The V&A Waterfront, which attracts roughly 24 million visitors each year, is South Africa’s most-visited destination. This is hardly surprising when you think about how much it has to offer!
While it is still technically a working harbour – you’ll no doubt catch a glimpse of fishing boats and container ships – the V&A Waterfront is more frequently thought of as a shopping destination. Covering 123 hectares (think: 180 rugby fields), the V&A Waterfront is divided up into five shopping districts: Victoria Wharf, the Watershed, The Alfred Mall and Pierhead, The Clock Tower, and Breakwater Point. With more than 450 stores, you’ll find everything from local designers to big international brands. For crafts and local talent, make sure you pop into the Watershed, and, if it’s art or jewellery you’re after, head over to The Alfred Mall and Pierhead.

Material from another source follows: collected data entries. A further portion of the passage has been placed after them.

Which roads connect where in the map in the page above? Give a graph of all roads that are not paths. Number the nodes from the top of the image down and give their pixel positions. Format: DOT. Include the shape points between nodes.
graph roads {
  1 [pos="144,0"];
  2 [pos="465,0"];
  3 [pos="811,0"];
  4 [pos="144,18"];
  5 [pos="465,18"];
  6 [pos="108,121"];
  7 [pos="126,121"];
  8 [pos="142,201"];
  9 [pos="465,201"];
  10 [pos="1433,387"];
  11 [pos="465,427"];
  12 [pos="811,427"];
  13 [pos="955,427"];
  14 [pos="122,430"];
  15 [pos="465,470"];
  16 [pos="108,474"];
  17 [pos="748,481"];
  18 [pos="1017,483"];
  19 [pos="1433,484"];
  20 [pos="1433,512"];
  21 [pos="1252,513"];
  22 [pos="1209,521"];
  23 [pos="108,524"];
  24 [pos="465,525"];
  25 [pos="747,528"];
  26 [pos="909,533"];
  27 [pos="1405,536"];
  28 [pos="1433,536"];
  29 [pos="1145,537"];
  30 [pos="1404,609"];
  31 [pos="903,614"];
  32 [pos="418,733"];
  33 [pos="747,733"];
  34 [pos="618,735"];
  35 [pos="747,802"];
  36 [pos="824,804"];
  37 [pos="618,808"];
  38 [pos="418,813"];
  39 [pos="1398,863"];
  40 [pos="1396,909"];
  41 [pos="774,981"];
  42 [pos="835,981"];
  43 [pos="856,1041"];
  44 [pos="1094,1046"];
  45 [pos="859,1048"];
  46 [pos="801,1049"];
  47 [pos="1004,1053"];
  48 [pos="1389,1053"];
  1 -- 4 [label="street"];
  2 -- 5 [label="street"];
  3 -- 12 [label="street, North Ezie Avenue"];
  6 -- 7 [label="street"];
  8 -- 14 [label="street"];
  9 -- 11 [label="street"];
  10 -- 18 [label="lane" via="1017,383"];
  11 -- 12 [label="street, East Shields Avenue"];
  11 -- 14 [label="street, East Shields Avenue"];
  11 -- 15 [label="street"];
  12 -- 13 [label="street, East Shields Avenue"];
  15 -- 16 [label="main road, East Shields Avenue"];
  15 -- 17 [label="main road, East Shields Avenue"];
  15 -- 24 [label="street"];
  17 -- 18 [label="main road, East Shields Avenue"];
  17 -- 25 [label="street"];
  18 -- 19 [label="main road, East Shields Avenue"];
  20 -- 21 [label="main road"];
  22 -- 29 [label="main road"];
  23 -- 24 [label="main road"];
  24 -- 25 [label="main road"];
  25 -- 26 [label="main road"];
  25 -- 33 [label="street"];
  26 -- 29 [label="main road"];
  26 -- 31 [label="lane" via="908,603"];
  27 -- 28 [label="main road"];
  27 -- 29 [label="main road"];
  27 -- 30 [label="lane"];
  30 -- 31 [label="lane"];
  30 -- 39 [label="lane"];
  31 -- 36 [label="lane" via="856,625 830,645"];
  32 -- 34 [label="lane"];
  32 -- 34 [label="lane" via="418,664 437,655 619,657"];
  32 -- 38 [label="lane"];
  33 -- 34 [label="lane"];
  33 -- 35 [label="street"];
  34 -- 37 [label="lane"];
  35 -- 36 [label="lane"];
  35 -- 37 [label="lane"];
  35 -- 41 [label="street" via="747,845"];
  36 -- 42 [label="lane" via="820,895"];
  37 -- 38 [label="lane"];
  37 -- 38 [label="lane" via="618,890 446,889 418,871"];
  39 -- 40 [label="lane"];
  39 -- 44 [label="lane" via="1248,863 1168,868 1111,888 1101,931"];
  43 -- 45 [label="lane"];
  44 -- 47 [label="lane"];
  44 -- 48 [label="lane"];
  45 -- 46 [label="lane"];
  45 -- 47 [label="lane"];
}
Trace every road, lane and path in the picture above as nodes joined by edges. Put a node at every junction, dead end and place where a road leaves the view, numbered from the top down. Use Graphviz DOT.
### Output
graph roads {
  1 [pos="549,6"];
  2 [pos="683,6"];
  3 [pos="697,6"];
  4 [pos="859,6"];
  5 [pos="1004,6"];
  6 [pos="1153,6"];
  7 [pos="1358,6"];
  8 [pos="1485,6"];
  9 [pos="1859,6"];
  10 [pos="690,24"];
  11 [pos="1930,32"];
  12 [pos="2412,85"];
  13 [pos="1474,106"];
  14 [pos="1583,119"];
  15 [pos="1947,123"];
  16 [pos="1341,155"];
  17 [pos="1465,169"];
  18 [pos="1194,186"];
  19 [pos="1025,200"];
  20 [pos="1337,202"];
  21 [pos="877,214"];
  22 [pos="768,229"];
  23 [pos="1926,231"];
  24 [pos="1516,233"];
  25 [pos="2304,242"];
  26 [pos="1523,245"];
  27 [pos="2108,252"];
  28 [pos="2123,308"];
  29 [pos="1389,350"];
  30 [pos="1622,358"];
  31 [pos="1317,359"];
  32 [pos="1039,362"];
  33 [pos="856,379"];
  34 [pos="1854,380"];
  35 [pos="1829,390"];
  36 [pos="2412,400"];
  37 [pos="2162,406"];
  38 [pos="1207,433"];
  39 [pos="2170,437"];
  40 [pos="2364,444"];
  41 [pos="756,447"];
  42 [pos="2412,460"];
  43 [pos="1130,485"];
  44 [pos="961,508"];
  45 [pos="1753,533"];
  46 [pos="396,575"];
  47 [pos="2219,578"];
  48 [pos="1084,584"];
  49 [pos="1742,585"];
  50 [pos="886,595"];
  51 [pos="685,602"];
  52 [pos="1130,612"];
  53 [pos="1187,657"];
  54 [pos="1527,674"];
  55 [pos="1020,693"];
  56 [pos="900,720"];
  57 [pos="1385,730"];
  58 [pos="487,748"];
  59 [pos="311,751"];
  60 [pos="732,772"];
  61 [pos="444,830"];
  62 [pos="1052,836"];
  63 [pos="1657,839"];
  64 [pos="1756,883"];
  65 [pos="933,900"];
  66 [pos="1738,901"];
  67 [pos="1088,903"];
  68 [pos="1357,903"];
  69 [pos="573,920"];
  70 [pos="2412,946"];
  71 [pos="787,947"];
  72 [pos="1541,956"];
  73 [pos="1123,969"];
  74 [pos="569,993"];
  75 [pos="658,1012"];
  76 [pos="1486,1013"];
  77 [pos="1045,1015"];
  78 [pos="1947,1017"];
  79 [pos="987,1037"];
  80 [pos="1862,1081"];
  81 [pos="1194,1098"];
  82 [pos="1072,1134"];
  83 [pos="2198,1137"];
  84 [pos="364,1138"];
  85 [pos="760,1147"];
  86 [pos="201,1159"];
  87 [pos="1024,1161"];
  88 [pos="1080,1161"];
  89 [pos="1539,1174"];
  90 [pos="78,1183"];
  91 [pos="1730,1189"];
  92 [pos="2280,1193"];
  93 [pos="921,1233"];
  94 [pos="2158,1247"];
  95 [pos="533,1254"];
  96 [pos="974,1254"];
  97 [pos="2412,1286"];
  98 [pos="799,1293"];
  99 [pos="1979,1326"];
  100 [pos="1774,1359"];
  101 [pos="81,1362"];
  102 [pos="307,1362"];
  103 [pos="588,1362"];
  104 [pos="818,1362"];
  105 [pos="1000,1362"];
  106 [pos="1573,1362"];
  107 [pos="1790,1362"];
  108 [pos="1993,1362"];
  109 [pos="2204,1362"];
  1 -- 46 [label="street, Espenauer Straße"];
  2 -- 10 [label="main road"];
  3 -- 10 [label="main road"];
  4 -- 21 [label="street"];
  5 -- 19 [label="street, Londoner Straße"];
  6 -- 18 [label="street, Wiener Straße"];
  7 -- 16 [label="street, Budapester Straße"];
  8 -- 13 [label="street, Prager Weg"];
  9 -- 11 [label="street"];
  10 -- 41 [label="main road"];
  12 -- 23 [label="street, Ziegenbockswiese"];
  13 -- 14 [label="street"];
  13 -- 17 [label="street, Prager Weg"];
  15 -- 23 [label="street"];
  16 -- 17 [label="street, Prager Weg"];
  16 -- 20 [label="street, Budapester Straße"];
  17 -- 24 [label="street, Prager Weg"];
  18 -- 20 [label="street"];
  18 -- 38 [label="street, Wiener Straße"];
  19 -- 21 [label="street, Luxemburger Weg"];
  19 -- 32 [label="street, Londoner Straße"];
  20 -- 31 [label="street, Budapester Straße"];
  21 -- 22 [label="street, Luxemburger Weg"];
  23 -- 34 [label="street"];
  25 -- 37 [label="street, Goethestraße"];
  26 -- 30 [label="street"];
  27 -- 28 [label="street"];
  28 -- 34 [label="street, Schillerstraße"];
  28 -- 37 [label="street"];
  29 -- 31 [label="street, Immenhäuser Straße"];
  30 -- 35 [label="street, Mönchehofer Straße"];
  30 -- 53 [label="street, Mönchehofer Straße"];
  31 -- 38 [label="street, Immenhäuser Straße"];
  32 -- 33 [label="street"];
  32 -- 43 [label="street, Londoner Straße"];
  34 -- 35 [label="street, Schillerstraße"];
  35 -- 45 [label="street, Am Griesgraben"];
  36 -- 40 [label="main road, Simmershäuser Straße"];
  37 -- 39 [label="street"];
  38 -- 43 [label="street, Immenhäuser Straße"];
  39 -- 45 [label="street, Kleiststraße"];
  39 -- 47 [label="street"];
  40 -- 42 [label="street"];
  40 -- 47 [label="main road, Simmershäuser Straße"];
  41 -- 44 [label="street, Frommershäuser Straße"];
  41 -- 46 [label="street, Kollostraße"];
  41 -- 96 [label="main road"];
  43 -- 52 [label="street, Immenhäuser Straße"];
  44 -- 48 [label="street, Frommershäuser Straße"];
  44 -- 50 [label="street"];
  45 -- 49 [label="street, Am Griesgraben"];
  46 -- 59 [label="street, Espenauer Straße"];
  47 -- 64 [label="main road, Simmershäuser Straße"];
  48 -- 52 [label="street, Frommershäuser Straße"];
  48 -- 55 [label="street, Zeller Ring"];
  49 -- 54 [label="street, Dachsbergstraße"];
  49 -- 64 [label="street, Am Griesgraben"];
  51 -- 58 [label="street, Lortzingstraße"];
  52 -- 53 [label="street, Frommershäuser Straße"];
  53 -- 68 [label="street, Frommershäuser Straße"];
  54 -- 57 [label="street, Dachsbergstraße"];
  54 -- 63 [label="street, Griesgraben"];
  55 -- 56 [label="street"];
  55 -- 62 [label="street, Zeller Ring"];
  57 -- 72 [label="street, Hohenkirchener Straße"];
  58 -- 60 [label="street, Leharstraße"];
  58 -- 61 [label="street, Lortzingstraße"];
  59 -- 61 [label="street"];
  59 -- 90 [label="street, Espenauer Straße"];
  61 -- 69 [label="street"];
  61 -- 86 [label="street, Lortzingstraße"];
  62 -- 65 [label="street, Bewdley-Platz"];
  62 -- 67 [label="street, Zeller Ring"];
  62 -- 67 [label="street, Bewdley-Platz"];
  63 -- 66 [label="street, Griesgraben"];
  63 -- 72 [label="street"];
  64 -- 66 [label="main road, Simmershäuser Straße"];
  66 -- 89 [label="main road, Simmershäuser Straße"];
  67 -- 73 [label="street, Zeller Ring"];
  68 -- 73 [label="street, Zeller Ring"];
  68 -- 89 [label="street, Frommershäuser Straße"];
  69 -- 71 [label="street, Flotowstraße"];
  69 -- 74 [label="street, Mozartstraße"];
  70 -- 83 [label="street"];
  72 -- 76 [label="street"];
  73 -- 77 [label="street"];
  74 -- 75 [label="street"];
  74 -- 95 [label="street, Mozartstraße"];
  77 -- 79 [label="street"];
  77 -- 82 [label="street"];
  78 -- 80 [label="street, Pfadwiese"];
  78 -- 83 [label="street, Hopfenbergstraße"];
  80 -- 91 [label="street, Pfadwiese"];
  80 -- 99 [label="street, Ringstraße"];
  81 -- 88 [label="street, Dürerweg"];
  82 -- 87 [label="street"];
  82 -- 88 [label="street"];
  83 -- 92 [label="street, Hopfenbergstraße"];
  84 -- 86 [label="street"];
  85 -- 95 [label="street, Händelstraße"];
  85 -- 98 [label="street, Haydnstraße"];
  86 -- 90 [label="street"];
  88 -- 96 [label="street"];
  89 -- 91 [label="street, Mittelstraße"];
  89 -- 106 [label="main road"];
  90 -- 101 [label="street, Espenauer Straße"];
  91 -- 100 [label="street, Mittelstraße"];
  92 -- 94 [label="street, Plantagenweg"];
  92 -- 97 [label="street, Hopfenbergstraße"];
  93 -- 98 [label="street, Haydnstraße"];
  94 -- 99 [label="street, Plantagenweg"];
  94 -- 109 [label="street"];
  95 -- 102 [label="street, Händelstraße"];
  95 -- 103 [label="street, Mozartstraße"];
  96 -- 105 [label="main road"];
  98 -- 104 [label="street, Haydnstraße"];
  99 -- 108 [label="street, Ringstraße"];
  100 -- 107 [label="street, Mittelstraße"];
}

All that shopping is likely to work up an appetite, and the myriad restaurants, coffee shops and fast-food outlets will keep you fuelled. Of course, some of the restaurants and bars are reason enough to visit the V&A Waterfront. The majority of the restaurants at the V&A Waterfront have excellent views of the harbour, and those that don’t – such as Willoughby & Co – make up for it with top-notch food. (Really, the sushi is hard to beat!) If you after something a little more relaxed, head over to the V&A Food Market where you’ll find regional delicacies, artisanal breads and cheeses, craft beers, vegan treats, and biltong. It’s foodie heaven! If it’s a hot day – or even if it’s not – make sure you swing by The Creamery for a scoop of the best ice-cream in town.
For sundowners, you’ll want to try the Grand Café & Beach or the trendy Shimmy Beach Club, where the beautiful views vie with the gorgeous patrons for your attention. Bascule Bar at the Cape Grace hotel offers a sophisticated whisky-tasting experience, and Belthezar on Victoria Wharf reputedly has the widest selection of wine by the glass in the world!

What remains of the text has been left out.